Hypothalamic obesity (HO) is defined as a rare obesity secondary to impaired functioning of the hypothalamus nuclei, the central organ of energy and weight homeostasis. Among the causes of HO, there are those related to a hypothalamic lesion (lesional) such as craniopharyngioma (CP) or inflammatory (sarcoidosis, tuberculosis etc ..) and those called genetic, with variations in gene involved in the central regulation of energy homeostasis. The genetic causes of obesity can be either "monogenic" by mutation of genes involved in the leptin / melanocortin pathway, or "syndromic", defined by the association of obesity and other clinical signs (syndrome), especially neuropsychological traits, such as Prader-Willi syndrome (PWS) or Bardet-Biedl syndrome. PWS, which has a frequency of 1/15000 births, is one of the most well-known obesity-related syndromes. PWS is characterized by muscle hypotonia at birth, severe hyperphagia and food impulsivity, dysmorphic features, and intellectual disability with cognitive-behavioral abnormalities. Monogenic obesity involves rare clinical situations with variants in one of the genes in the MC4R pathway, which plays a pivotal role in the hypothalamic control of food intake and energy expenditure. To date, at least 10 genes directly involved in or regulating the leptin/melanocortin pathway are known: leptin (LEP), leptin receptor (LEPR), pro-opiomelanocortin (POMC), prohormone convertase 1 (PCSK1), melanocortin receptor type 4 (MC4R) and its regulator Melanocortin Receptor Accessory Protein 2 (MRAP2), single -minded homolog 1 (SIM1), brain-derived neurotrophic factor (BDNF), neurotrophic tyrosine kinase receptor type 2 (NTRK2) and more recently, adenylate cyclase 3 (ADCY3). It is of interest to mention that some genes involved in syndromic obesity, such as PWS and BBS, are also involved in the MC4R pathway.

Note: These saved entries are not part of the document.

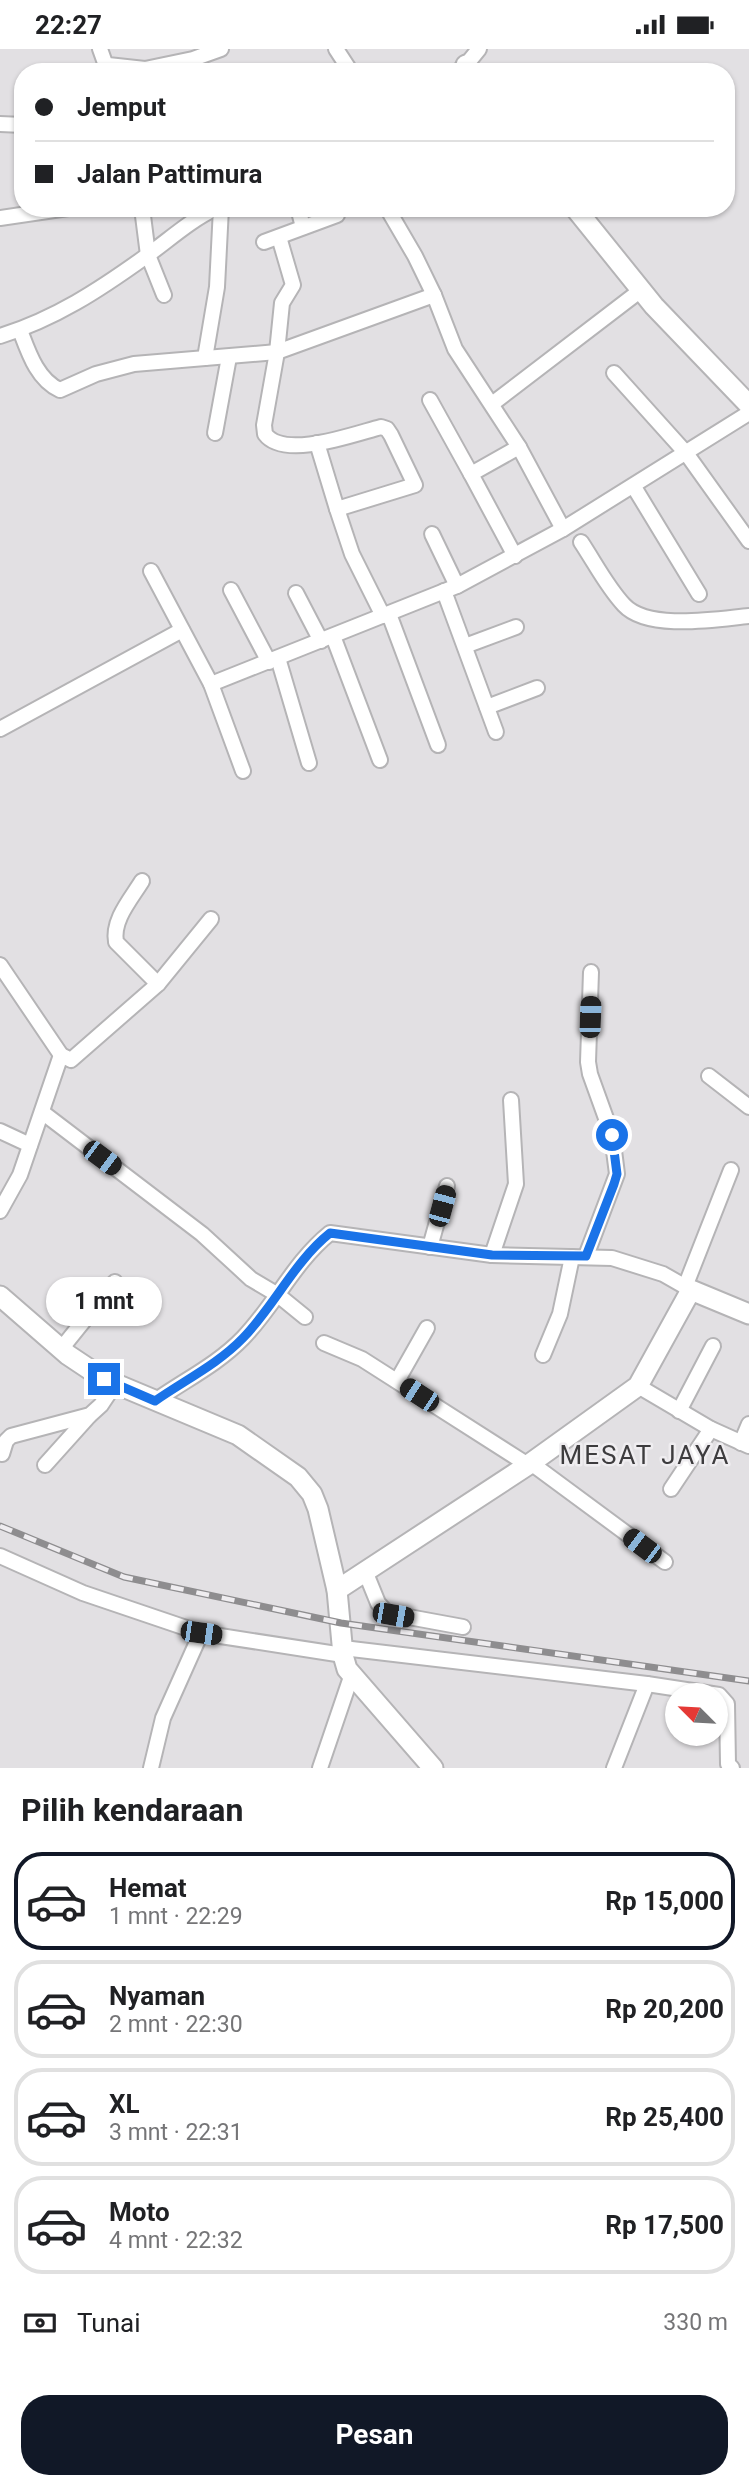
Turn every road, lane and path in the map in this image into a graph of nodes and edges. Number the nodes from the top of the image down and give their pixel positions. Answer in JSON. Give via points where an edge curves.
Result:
{"nodes":[{"id":1,"x":221,"y":49,"type":"edge"},
{"id":2,"x":177,"y":63,"type":"edge"},
{"id":3,"x":143,"y":217,"type":"edge"},
{"id":4,"x":200,"y":217,"type":"edge"},
{"id":5,"x":218,"y":217,"type":"edge"},
{"id":6,"x":300,"y":217,"type":"edge"},
{"id":7,"x":331,"y":217,"type":"edge"},
{"id":8,"x":392,"y":217,"type":"edge"},
{"id":9,"x":582,"y":217,"type":"edge"},
{"id":10,"x":303,"y":227,"type":"junction"},
{"id":11,"x":279,"y":237,"type":"junction"},
{"id":12,"x":264,"y":242,"type":"dead end"},
{"id":13,"x":148,"y":255,"type":"junction"},
{"id":14,"x":640,"y":290,"type":"junction"},
{"id":15,"x":164,"y":295,"type":"dead end"},
{"id":16,"x":434,"y":295,"type":"junction"},
{"id":17,"x":20,"y":330,"type":"junction"},
{"id":18,"x":0,"y":336,"type":"edge"},
{"id":19,"x":277,"y":352,"type":"junction"},
{"id":20,"x":229,"y":357,"type":"junction"},
{"id":21,"x":205,"y":358,"type":"junction"},
{"id":22,"x":614,"y":373,"type":"dead end"},
{"id":23,"x":430,"y":400,"type":"dead end"},
{"id":24,"x":492,"y":404,"type":"junction"},
{"id":25,"x":749,"y":405,"type":"edge"},
{"id":26,"x":749,"y":413,"type":"edge"},
{"id":27,"x":215,"y":433,"type":"dead end"},
{"id":28,"x":317,"y":443,"type":"junction"},
{"id":29,"x":519,"y":447,"type":"junction"},
{"id":30,"x":686,"y":453,"type":"junction"},
{"id":31,"x":471,"y":474,"type":"junction"},
{"id":32,"x":634,"y":487,"type":"junction"},
{"id":33,"x":337,"y":509,"type":"junction"},
{"id":34,"x":563,"y":529,"type":"junction"},
{"id":35,"x":432,"y":534,"type":"dead end"},
{"id":36,"x":749,"y":541,"type":"edge"},
{"id":37,"x":581,"y":542,"type":"dead end"},
{"id":38,"x":515,"y":556,"type":"junction"},
{"id":39,"x":151,"y":571,"type":"dead end"},
{"id":40,"x":450,"y":588,"type":"junction"},
{"id":41,"x":231,"y":590,"type":"dead end"},
{"id":42,"x":296,"y":593,"type":"dead end"},
{"id":43,"x":699,"y":594,"type":"dead end"},
{"id":44,"x":386,"y":615,"type":"junction"},
{"id":45,"x":749,"y":616,"type":"edge"},
{"id":46,"x":516,"y":627,"type":"dead end"},
{"id":47,"x":182,"y":630,"type":"junction"},
{"id":48,"x":327,"y":639,"type":"junction"},
{"id":49,"x":465,"y":646,"type":"junction"},
{"id":50,"x":273,"y":660,"type":"junction"},
{"id":51,"x":211,"y":684,"type":"junction"},
{"id":52,"x":537,"y":688,"type":"dead end"},
{"id":53,"x":487,"y":707,"type":"junction"},
{"id":54,"x":0,"y":729,"type":"edge"},
{"id":55,"x":496,"y":732,"type":"dead end"},
{"id":56,"x":438,"y":745,"type":"dead end"},
{"id":57,"x":380,"y":760,"type":"dead end"},
{"id":58,"x":309,"y":762,"type":"dead end"},
{"id":59,"x":243,"y":771,"type":"dead end"},
{"id":60,"x":142,"y":881,"type":"dead end"},
{"id":61,"x":211,"y":919,"type":"dead end"},
{"id":62,"x":0,"y":965,"type":"edge"},
{"id":63,"x":591,"y":972,"type":"dead end"},
{"id":64,"x":158,"y":984,"type":"junction"},
{"id":65,"x":61,"y":1055,"type":"junction"},
{"id":66,"x":709,"y":1076,"type":"dead end"},
{"id":67,"x":511,"y":1100,"type":"dead end"},
{"id":68,"x":749,"y":1107,"type":"edge"},
{"id":69,"x":42,"y":1112,"type":"junction"},
{"id":70,"x":0,"y":1131,"type":"edge"},
{"id":71,"x":30,"y":1145,"type":"junction"},
{"id":72,"x":731,"y":1170,"type":"dead end"},
{"id":73,"x":447,"y":1186,"type":"dead end"},
{"id":74,"x":0,"y":1211,"type":"edge"},
{"id":75,"x":430,"y":1247,"type":"junction"},
{"id":76,"x":492,"y":1255,"type":"junction"},
{"id":77,"x":579,"y":1257,"type":"junction"},
{"id":78,"x":114,"y":1282,"type":"dead end"},
{"id":79,"x":688,"y":1288,"type":"junction"},
{"id":80,"x":278,"y":1295,"type":"junction"},
{"id":81,"x":0,"y":1296,"type":"edge"},
{"id":82,"x":749,"y":1314,"type":"edge"},
{"id":83,"x":305,"y":1317,"type":"dead end"},
{"id":84,"x":428,"y":1328,"type":"dead end"},
{"id":85,"x":324,"y":1343,"type":"dead end"},
{"id":86,"x":713,"y":1346,"type":"dead end"},
{"id":87,"x":61,"y":1349,"type":"junction"},
{"id":88,"x":543,"y":1355,"type":"dead end"},
{"id":89,"x":397,"y":1381,"type":"junction"},
{"id":90,"x":115,"y":1384,"type":"junction"},
{"id":91,"x":638,"y":1386,"type":"junction"},
{"id":92,"x":155,"y":1401,"type":"junction"},
{"id":93,"x":679,"y":1411,"type":"junction"},
{"id":94,"x":90,"y":1415,"type":"junction"},
{"id":95,"x":749,"y":1424,"type":"edge"},
{"id":96,"x":711,"y":1429,"type":"junction"},
{"id":97,"x":745,"y":1444,"type":"edge"},
{"id":98,"x":2,"y":1454,"type":"dead end"},
{"id":99,"x":529,"y":1464,"type":"junction"},
{"id":100,"x":45,"y":1465,"type":"dead end"},
{"id":101,"x":671,"y":1489,"type":"dead end"},
{"id":102,"x":1,"y":1560,"type":"edge"},
{"id":103,"x":665,"y":1562,"type":"dead end"},
{"id":104,"x":365,"y":1571,"type":"junction"},
{"id":105,"x":337,"y":1590,"type":"junction"},
{"id":106,"x":463,"y":1627,"type":"dead end"},
{"id":107,"x":201,"y":1633,"type":"junction"},
{"id":108,"x":343,"y":1651,"type":"junction"},
{"id":109,"x":351,"y":1677,"type":"junction"},
{"id":110,"x":647,"y":1684,"type":"junction"},
{"id":111,"x":151,"y":1768,"type":"edge"},
{"id":112,"x":320,"y":1768,"type":"edge"},
{"id":113,"x":433,"y":1768,"type":"edge"},
{"id":114,"x":614,"y":1768,"type":"edge"},
{"id":115,"x":732,"y":1768,"type":"edge"}],
"edges":[{"from":1,"to":2,"type":"street"},
{"from":3,"to":13,"type":"street"},
{"from":4,"to":13,"type":"street"},
{"from":5,"to":21,"type":"street","via":[[216,287]]},
{"from":6,"to":10,"type":"street"},
{"from":7,"to":10,"type":"street"},
{"from":8,"to":16,"type":"street"},
{"from":9,"to":14,"type":"street"},
{"from":10,"to":11,"type":"street"},
{"from":11,"to":12,"type":"street"},
{"from":11,"to":19,"type":"street","via":[[293,285],[282,303]]},
{"from":13,"to":15,"type":"street"},
{"from":13,"to":17,"type":"street","via":[[86,297]]},
{"from":14,"to":24,"type":"street"},
{"from":14,"to":25,"type":"street"},
{"from":16,"to":19,"type":"street"},
{"from":16,"to":24,"type":"street","via":[[455,349]]},
{"from":17,"to":18,"type":"street"},
{"from":17,"to":21,"type":"street","via":[[44,378],[60,390],[134,364]]},
{"from":19,"to":20,"type":"street"},
{"from":19,"to":28,"type":"street","via":[[265,434],[275,443]]},
{"from":20,"to":21,"type":"street"},
{"from":20,"to":27,"type":"street"},
{"from":22,"to":30,"type":"street"},
{"from":23,"to":31,"type":"street"},
{"from":24,"to":29,"type":"street"},
{"from":26,"to":30,"type":"street"},
{"from":28,"to":33,"type":"street"},
{"from":28,"to":33,"type":"street","via":[[387,429],[415,482],[411,488]]},
{"from":29,"to":31,"type":"street"},
{"from":29,"to":34,"type":"street"},
{"from":30,"to":32,"type":"street"},
{"from":30,"to":36,"type":"street"},
{"from":31,"to":38,"type":"street"},
{"from":32,"to":34,"type":"street"},
{"from":32,"to":43,"type":"street"},
{"from":33,"to":44,"type":"street","via":[[352,554]]},
{"from":34,"to":38,"type":"street"},
{"from":35,"to":40,"type":"street"},
{"from":37,"to":45,"type":"street","via":[[625,606],[646,618]]},
{"from":38,"to":40,"type":"street"},
{"from":39,"to":47,"type":"street"},
{"from":40,"to":44,"type":"street"},
{"from":40,"to":49,"type":"street"},
{"from":41,"to":50,"type":"street"},
{"from":42,"to":48,"type":"street"},
{"from":44,"to":48,"type":"street"},
{"from":44,"to":56,"type":"street"},
{"from":46,"to":49,"type":"street"},
{"from":47,"to":51,"type":"street"},
{"from":47,"to":54,"type":"street"},
{"from":48,"to":50,"type":"street"},
{"from":48,"to":57,"type":"street"},
{"from":49,"to":53,"type":"street"},
{"from":50,"to":51,"type":"street"},
{"from":50,"to":58,"type":"street"},
{"from":51,"to":59,"type":"street"},
{"from":52,"to":53,"type":"street"},
{"from":53,"to":55,"type":"street"},
{"from":60,"to":64,"type":"street","via":[[114,933],[116,942]]},
{"from":61,"to":64,"type":"street"},
{"from":62,"to":65,"type":"street"},
{"from":63,"to":77,"type":"street","via":[[590,1074],[612,1135],[617,1174]]},
{"from":64,"to":65,"type":"street","via":[[74,1059]]},
{"from":65,"to":69,"type":"street"},
{"from":66,"to":68,"type":"street"},
{"from":67,"to":76,"type":"street","via":[[516,1184]]},
{"from":69,"to":71,"type":"street"},
{"from":69,"to":80,"type":"street","via":[[202,1234],[251,1279]]},
{"from":70,"to":71,"type":"street"},
{"from":71,"to":74,"type":"street"},
{"from":72,"to":79,"type":"street"},
{"from":73,"to":75,"type":"street"},
{"from":75,"to":76,"type":"street"},
{"from":75,"to":80,"type":"street","via":[[330,1233],[309,1252]]},
{"from":76,"to":77,"type":"street"},
{"from":77,"to":79,"type":"street","via":[[635,1264]]},
{"from":77,"to":88,"type":"street"},
{"from":78,"to":87,"type":"street"},
{"from":79,"to":82,"type":"street"},
{"from":79,"to":91,"type":"street"},
{"from":80,"to":83,"type":"street"},
{"from":80,"to":92,"type":"street","via":[[224,1357]]},
{"from":81,"to":87,"type":"street"},
{"from":84,"to":89,"type":"street"},
{"from":85,"to":89,"type":"street"},
{"from":86,"to":93,"type":"street"},
{"from":87,"to":90,"type":"street"},
{"from":89,"to":99,"type":"street"},
{"from":90,"to":92,"type":"street"},
{"from":90,"to":94,"type":"street"},
{"from":91,"to":93,"type":"street"},
{"from":91,"to":99,"type":"street"},
{"from":92,"to":105,"type":"street","via":[[238,1434],[298,1477],[318,1509]]},
{"from":93,"to":96,"type":"street"},
{"from":94,"to":98,"type":"street","via":[[11,1436]]},
{"from":94,"to":100,"type":"street"},
{"from":95,"to":97,"type":"street"},
{"from":96,"to":97,"type":"street"},
{"from":96,"to":101,"type":"street"},
{"from":99,"to":103,"type":"street"},
{"from":99,"to":104,"type":"street"},
{"from":102,"to":107,"type":"street"},
{"from":104,"to":105,"type":"street"},
{"from":104,"to":106,"type":"street","via":[[387,1613]]},
{"from":105,"to":108,"type":"street"},
{"from":107,"to":108,"type":"street"},
{"from":107,"to":111,"type":"street","via":[[163,1718]]},
{"from":108,"to":109,"type":"street"},
{"from":108,"to":110,"type":"street"},
{"from":109,"to":112,"type":"street"},
{"from":109,"to":113,"type":"street"},
{"from":110,"to":114,"type":"street"},
{"from":110,"to":115,"type":"street","via":[[719,1695],[727,1704],[728,1763]]}]}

Although HO has various pathophysiological origins, there are common linked phenotypes with the presence of severe obesity and abnormal food intake behovior, having a heavy impact on the morbidity and mortality. Obesity is multifactorial, associated with an increase in energy intake, a decrease in energy expenditure and an alteration of peripheral metabolism with abnormal organ cross-talks. People with HO have often cognitive deficits, learning difficulties and social skills disorders. These factors alter patients' quality of life. At present, there is no specific treatment of HO. Drug treatments have been proposed such as melatonin, somatostatin analogue or sympathomimetics but with limited effects on weight and feeding behavior, resulting in no prescribing recommendations given the lack of randomized studies with sufficient patient samples. Sibutramine tested in patients with lesional or genetic HO was withdrawed from the market in France since 2010 for potentially deleterious effects on the cardiovascular system. GLP 1 analogues are an interesting therapeutic approach in patients with craniopharyngioma with some efficacy on weight, but are currently dedicated for diabetic patients in France. Regarding bariatric surgery in rare and secondary obesities, the French Haute Autorité de Santé recommends that "the indication must be exceptional and discussed on a case by case basis".

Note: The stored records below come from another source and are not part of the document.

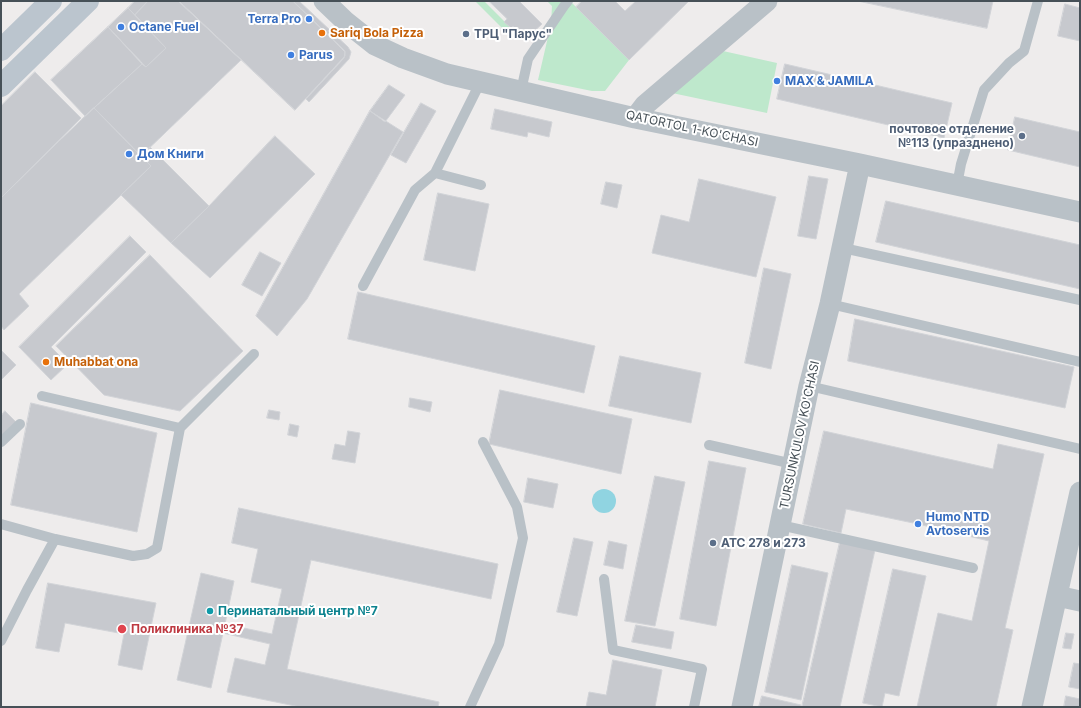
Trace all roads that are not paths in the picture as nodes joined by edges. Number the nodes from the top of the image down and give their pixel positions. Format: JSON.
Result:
{"nodes":[{"id":1,"x":51,"y":1,"type":"edge"},
{"id":2,"x":88,"y":1,"type":"edge"},
{"id":3,"x":324,"y":1,"type":"edge"},
{"id":4,"x":568,"y":1,"type":"edge"},
{"id":5,"x":767,"y":1,"type":"edge"},
{"id":6,"x":1038,"y":1,"type":"edge"},
{"id":7,"x":1,"y":51,"type":"edge"},
{"id":8,"x":19,"y":69,"type":"junction"},
{"id":9,"x":481,"y":82,"type":"junction"},
{"id":10,"x":1,"y":86,"type":"edge"},
{"id":11,"x":521,"y":91,"type":"junction"},
{"id":12,"x":635,"y":118,"type":"junction"},
{"id":13,"x":860,"y":164,"type":"junction"},
{"id":14,"x":435,"y":173,"type":"junction"},
{"id":15,"x":481,"y":185,"type":"dead end"},
{"id":16,"x":957,"y":185,"type":"junction"},
{"id":17,"x":1080,"y":212,"type":"edge"},
{"id":18,"x":843,"y":248,"type":"junction"},
{"id":19,"x":363,"y":286,"type":"dead end"},
{"id":20,"x":1080,"y":300,"type":"edge"},
{"id":21,"x":830,"y":304,"type":"junction"},
{"id":22,"x":254,"y":354,"type":"dead end"},
{"id":23,"x":1080,"y":362,"type":"edge"},
{"id":24,"x":809,"y":386,"type":"junction"},
{"id":25,"x":42,"y":396,"type":"dead end"},
{"id":26,"x":20,"y":424,"type":"dead end"},
{"id":27,"x":180,"y":428,"type":"junction"},
{"id":28,"x":1,"y":442,"type":"edge"},
{"id":29,"x":483,"y":442,"type":"dead end"},
{"id":30,"x":709,"y":445,"type":"dead end"},
{"id":31,"x":1080,"y":449,"type":"edge"},
{"id":32,"x":793,"y":464,"type":"junction"},
{"id":33,"x":1080,"y":492,"type":"edge"},
{"id":34,"x":1,"y":524,"type":"edge"},
{"id":35,"x":780,"y":525,"type":"junction"},
{"id":36,"x":55,"y":539,"type":"junction"},
{"id":37,"x":973,"y":568,"type":"dead end"},
{"id":38,"x":604,"y":579,"type":"dead end"},
{"id":39,"x":1057,"y":596,"type":"junction"},
{"id":40,"x":1080,"y":601,"type":"edge"},
{"id":41,"x":1,"y":641,"type":"edge"},
{"id":42,"x":470,"y":707,"type":"edge"},
{"id":43,"x":694,"y":707,"type":"edge"},
{"id":44,"x":742,"y":707,"type":"edge"},
{"id":45,"x":1032,"y":707,"type":"edge"}],
"edges":[{"from":1,"to":7,"type":"main road"},
{"from":2,"to":8,"type":"main road"},
{"from":3,"to":9,"type":"street","name":"QATORTOL 1-KO'CHASI"},
{"from":4,"to":11,"type":"lane"},
{"from":5,"to":12,"type":"street"},
{"from":6,"to":16,"type":"lane"},
{"from":7,"to":8,"type":"main road"},
{"from":8,"to":10,"type":"main road"},
{"from":9,"to":11,"type":"street","name":"QATORTOL 1-KO'CHASI"},
{"from":9,"to":14,"type":"lane"},
{"from":11,"to":12,"type":"street","name":"QATORTOL 1-KO'CHASI"},
{"from":12,"to":13,"type":"street","name":"QATORTOL 1-KO'CHASI"},
{"from":13,"to":16,"type":"street","name":"QATORTOL 1-KO'CHASI"},
{"from":13,"to":18,"type":"street","name":"TURSUNKULOV KO'CHASI"},
{"from":14,"to":15,"type":"lane"},
{"from":14,"to":19,"type":"lane"},
{"from":16,"to":17,"type":"street","name":"QATORTOL 1-KO'CHASI"},
{"from":18,"to":20,"type":"lane"},
{"from":18,"to":21,"type":"street","name":"TURSUNKULOV KO'CHASI"},
{"from":21,"to":23,"type":"lane"},
{"from":21,"to":24,"type":"street","name":"TURSUNKULOV KO'CHASI"},
{"from":22,"to":27,"type":"lane"},
{"from":24,"to":31,"type":"lane"},
{"from":24,"to":32,"type":"street","name":"TURSUNKULOV KO'CHASI"},
{"from":25,"to":27,"type":"lane"},
{"from":26,"to":28,"type":"lane"},
{"from":27,"to":36,"type":"lane"},
{"from":29,"to":42,"type":"lane"},
{"from":30,"to":32,"type":"lane"},
{"from":32,"to":35,"type":"street","name":"TURSUNKULOV KO'CHASI"},
{"from":33,"to":39,"type":"street"},
{"from":34,"to":36,"type":"lane"},
{"from":35,"to":37,"type":"lane"},
{"from":35,"to":44,"type":"street","name":"TURSUNKULOV KO'CHASI"},
{"from":36,"to":41,"type":"lane"},
{"from":38,"to":43,"type":"lane"},
{"from":39,"to":40,"type":"street"},
{"from":39,"to":45,"type":"street"}]}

So current management is essentially behavioral, based on daily support of eating behavior and physical activity. Food management requires from a very young age and during the whole life, a permanent food control, to fight against primary impulsivity of central origin, can be a cause of frustration and behavioral disorders. Indeed, the hypothalamic impairment is characterized by intense and permanent hunger, a lack of satiety and an obsession for food. The affected patients are completely overwhelmed by this addictive behavior. It is extremely difficult or impossible for the child as for the adult with this syndrome to control his dietary intake. The caregivers and relateds must therefore control access to food at home and abroad. This requires constant supervision. An early education of food in the family is essential because today it there is no possible and sustainable autonomy regarding diet for these patients.

So, if the global, specialized and multidisciplinary care is to be implemented as early as possible, from early childhood, the development of new therapeutic strategies is essential due to the severe and early obesity. In recent years, research in therapeutic innovation has developed in an interesting way in genetic obesity, in particular by targeting the melanocortin pathway. HO have various origins but have a common phenotype, that is the presence of eating disorders with hyperphagia and food impulsivity. This is responsible for weight gain which can lead to obesity, having a significant impact on the morbidity and mortality. However, no precise data are available currently on the specific phenotype of each origin, the genotype/phenotype correlation, and national medical history of OH throughout life, from birth to adulthood, as well as the associated phenotypes, are still to be precisely described.